--- Task brief ---
Which lines in the data below contain the word "León"? Return each of them.

Collected data entries
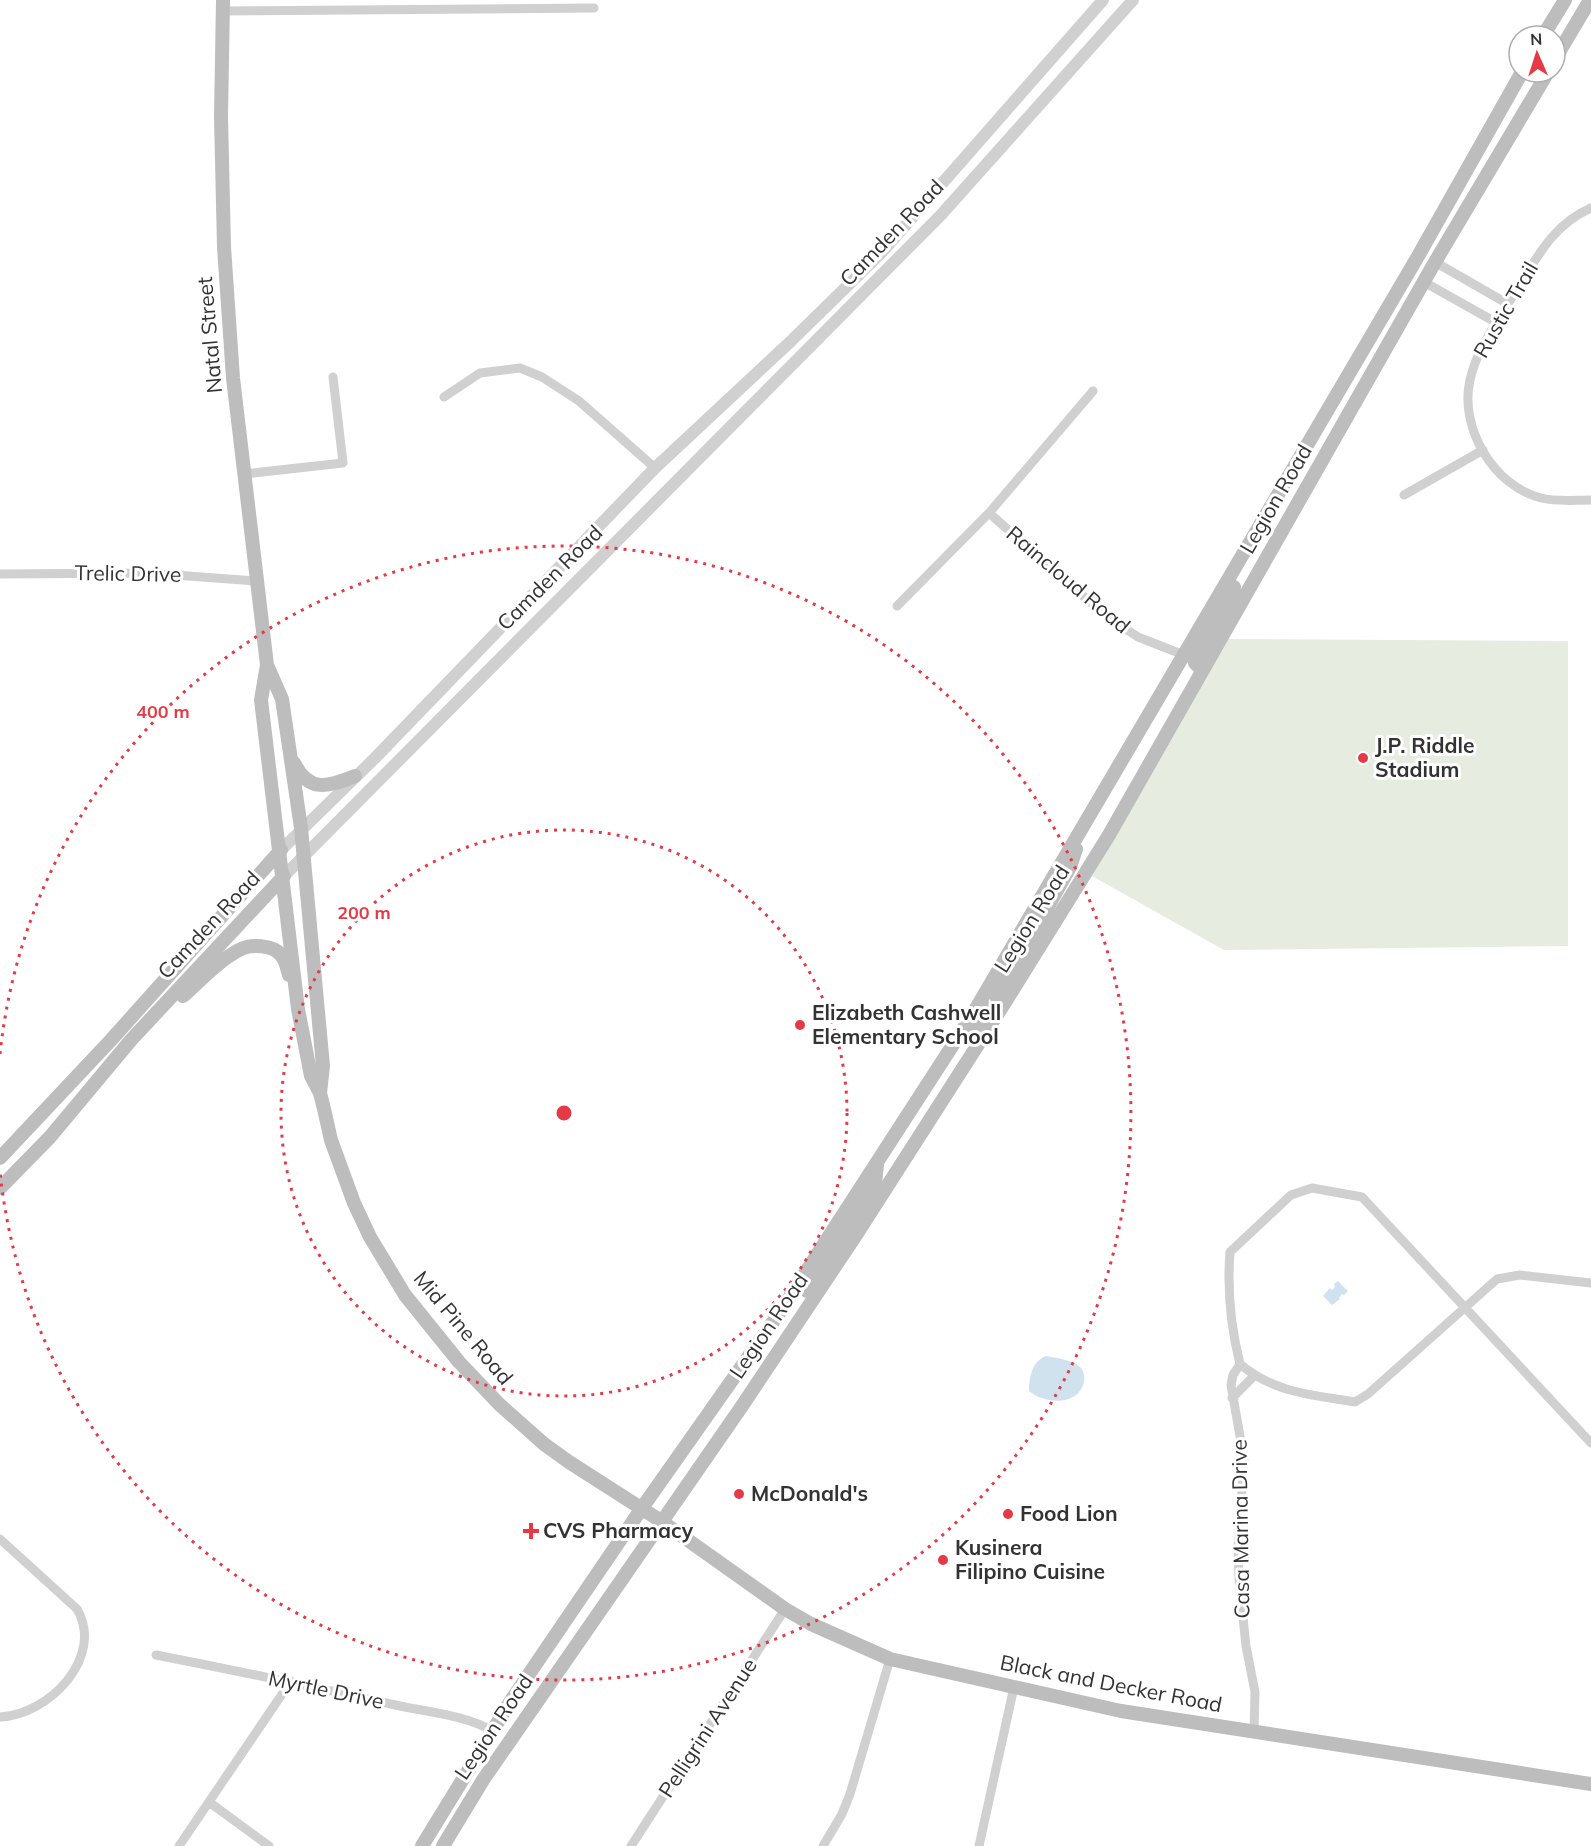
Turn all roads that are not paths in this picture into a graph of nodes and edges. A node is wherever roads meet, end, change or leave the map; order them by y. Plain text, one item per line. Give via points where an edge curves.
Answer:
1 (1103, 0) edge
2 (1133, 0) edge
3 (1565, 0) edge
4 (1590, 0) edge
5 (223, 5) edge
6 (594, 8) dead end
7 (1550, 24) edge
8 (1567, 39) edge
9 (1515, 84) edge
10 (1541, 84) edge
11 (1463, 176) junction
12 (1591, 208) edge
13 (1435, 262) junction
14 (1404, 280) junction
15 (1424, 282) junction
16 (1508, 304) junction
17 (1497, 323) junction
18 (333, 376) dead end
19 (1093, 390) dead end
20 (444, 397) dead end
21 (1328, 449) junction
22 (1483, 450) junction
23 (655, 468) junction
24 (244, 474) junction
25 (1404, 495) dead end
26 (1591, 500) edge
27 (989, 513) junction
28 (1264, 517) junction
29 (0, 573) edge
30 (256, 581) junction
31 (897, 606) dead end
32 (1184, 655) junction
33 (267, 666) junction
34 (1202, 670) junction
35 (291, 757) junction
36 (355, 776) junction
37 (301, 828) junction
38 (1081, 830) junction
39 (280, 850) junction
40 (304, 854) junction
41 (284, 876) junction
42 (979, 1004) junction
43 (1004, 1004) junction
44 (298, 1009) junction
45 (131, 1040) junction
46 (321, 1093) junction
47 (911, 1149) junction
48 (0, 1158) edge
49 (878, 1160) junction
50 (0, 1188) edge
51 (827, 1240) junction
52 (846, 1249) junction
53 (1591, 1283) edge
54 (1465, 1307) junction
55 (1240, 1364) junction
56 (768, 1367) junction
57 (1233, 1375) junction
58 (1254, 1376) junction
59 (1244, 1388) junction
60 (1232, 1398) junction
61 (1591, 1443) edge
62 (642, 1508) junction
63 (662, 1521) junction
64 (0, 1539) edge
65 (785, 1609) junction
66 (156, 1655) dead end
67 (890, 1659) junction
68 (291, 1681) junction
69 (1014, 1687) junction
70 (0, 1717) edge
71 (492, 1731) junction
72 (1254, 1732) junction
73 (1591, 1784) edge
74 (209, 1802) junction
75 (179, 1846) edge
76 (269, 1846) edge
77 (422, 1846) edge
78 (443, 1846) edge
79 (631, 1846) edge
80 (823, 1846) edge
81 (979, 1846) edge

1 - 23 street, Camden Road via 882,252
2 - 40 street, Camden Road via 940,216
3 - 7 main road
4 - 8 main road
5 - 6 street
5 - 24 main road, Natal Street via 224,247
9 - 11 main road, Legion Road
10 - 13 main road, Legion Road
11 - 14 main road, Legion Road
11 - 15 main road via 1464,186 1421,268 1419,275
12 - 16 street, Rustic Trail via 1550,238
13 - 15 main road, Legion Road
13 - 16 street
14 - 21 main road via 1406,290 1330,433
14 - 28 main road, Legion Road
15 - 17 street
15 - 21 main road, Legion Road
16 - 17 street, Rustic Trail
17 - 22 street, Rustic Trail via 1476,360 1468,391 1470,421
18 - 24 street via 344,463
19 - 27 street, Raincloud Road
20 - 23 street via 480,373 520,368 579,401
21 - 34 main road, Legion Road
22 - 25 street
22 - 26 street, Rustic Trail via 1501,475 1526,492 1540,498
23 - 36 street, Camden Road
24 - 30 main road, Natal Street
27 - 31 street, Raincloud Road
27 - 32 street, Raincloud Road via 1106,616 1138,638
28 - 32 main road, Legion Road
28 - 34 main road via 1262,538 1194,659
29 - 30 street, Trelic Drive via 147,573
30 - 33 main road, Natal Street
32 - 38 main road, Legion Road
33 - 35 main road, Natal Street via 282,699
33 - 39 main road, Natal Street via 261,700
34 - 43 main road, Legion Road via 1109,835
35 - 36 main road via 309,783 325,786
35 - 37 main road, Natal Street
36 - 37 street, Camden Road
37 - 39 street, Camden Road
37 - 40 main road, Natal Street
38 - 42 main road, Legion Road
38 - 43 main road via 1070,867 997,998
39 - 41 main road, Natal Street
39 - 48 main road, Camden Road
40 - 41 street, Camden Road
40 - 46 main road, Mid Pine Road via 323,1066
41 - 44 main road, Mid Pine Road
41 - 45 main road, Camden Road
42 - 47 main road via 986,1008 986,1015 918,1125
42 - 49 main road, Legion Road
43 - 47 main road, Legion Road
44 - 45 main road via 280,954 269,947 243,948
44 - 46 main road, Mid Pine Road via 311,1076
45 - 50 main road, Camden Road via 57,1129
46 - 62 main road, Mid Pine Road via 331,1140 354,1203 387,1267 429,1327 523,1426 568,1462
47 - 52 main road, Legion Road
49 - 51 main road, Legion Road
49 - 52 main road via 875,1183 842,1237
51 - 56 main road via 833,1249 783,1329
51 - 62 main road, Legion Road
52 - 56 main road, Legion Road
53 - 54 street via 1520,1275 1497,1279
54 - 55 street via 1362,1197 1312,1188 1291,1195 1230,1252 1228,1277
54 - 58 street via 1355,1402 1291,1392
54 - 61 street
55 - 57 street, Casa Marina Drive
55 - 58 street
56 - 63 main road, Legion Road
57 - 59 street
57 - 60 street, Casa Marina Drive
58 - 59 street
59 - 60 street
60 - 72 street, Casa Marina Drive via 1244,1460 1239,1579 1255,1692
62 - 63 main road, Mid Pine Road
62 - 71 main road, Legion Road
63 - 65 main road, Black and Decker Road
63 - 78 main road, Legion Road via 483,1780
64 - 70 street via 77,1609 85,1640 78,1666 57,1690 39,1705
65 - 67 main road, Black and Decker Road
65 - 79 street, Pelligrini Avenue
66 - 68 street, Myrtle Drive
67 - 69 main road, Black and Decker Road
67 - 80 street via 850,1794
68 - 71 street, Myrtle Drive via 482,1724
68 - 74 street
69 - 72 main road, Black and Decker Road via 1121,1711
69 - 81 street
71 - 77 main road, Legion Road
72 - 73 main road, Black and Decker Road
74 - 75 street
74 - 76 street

---

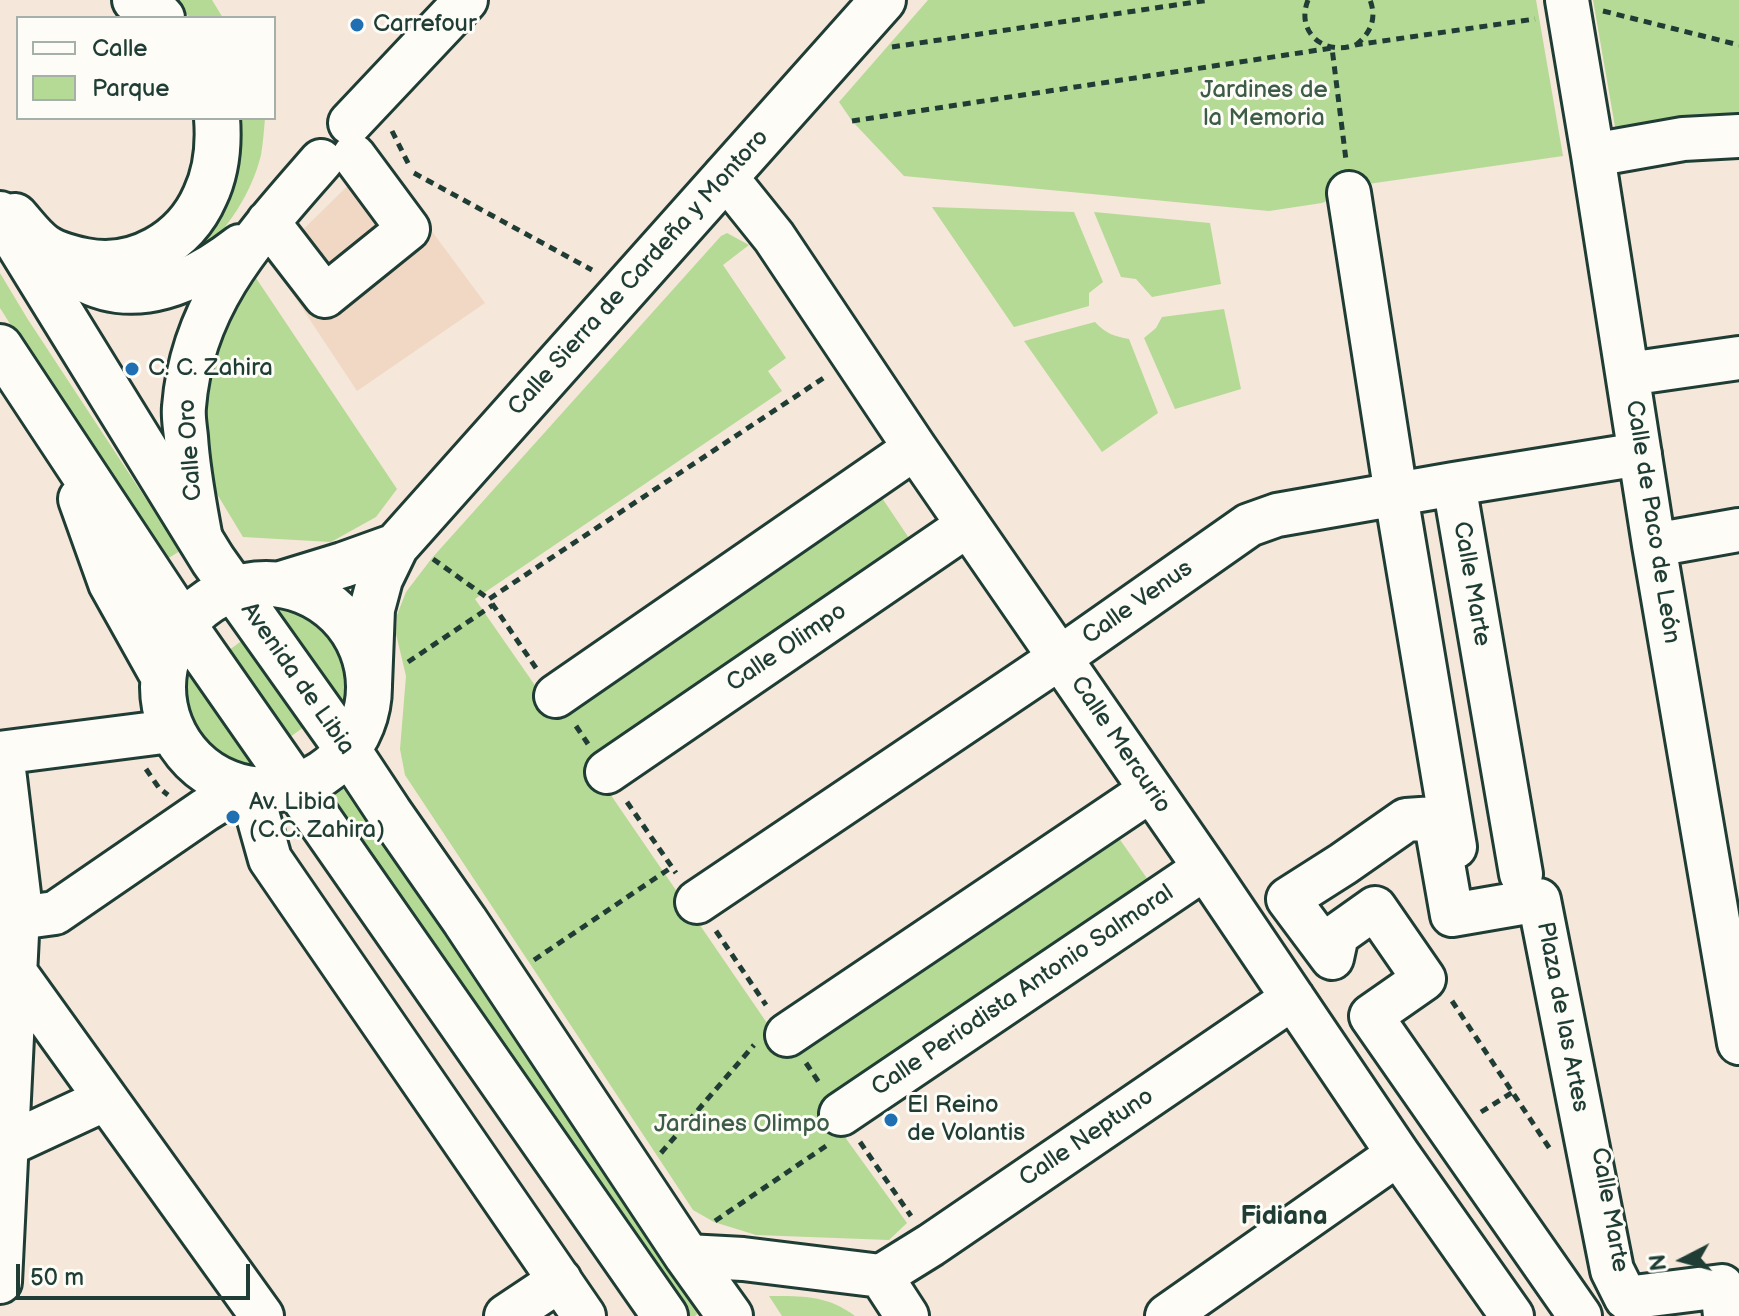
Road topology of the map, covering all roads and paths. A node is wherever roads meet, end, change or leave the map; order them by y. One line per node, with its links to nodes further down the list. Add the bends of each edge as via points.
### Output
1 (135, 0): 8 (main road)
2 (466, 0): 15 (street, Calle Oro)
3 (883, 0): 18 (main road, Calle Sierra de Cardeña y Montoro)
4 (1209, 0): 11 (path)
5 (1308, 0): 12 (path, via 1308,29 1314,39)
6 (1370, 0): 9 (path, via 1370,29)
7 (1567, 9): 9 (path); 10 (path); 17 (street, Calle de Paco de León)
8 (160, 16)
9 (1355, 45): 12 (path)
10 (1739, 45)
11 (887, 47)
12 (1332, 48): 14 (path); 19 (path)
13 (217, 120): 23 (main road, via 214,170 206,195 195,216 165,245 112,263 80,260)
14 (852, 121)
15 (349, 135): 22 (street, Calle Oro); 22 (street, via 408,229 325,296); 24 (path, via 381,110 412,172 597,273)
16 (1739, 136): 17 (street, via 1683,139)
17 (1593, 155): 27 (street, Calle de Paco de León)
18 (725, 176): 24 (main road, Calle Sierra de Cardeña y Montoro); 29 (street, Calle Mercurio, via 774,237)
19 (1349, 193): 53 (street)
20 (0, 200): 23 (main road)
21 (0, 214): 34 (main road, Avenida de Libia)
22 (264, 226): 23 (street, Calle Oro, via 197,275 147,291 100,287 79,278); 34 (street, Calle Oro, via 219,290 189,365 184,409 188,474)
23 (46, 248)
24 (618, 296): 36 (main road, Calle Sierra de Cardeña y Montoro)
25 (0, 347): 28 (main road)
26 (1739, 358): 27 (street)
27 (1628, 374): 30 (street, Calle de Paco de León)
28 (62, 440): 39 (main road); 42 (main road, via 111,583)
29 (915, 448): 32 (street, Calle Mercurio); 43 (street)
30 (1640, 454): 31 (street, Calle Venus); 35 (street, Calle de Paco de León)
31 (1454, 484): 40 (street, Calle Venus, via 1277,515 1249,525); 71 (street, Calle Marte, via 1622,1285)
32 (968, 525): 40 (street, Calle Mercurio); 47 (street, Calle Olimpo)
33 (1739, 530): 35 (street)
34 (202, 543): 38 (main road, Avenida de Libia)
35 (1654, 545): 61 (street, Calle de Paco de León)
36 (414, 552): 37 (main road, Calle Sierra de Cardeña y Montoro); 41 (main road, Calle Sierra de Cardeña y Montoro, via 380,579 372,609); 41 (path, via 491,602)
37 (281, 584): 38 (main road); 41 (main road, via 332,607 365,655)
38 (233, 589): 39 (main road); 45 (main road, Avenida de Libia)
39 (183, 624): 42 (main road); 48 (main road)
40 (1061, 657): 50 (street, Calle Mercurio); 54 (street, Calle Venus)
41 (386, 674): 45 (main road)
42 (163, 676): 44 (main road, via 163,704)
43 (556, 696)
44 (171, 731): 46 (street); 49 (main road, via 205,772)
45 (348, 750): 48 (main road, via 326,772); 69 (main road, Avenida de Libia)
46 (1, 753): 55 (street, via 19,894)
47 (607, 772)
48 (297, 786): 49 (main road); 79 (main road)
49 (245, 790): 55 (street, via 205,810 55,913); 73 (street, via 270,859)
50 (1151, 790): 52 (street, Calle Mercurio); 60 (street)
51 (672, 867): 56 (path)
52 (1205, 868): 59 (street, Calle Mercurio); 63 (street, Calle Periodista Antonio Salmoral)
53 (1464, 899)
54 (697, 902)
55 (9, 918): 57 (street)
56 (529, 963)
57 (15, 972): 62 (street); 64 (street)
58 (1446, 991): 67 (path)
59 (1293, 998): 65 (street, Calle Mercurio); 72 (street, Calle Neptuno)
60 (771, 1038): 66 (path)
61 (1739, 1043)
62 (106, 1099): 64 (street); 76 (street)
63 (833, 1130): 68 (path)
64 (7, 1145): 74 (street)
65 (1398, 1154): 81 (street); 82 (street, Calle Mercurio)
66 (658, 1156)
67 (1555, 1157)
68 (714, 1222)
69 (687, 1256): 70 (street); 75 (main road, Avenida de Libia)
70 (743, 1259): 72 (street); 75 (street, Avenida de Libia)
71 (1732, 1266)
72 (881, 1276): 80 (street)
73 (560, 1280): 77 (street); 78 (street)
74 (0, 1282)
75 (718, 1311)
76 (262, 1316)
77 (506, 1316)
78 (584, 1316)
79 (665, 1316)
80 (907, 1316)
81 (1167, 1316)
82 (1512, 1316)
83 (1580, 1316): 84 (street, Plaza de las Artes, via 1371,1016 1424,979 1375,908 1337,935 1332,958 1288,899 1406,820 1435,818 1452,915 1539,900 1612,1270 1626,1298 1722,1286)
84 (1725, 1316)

--- Finished exercise ---
7 (1567, 9): 9 (path); 10 (path); 17 (street, Calle de Paco de León)
17 (1593, 155): 27 (street, Calle de Paco de León)
27 (1628, 374): 30 (street, Calle de Paco de León)
30 (1640, 454): 31 (street, Calle Venus); 35 (street, Calle de Paco de León)
35 (1654, 545): 61 (street, Calle de Paco de León)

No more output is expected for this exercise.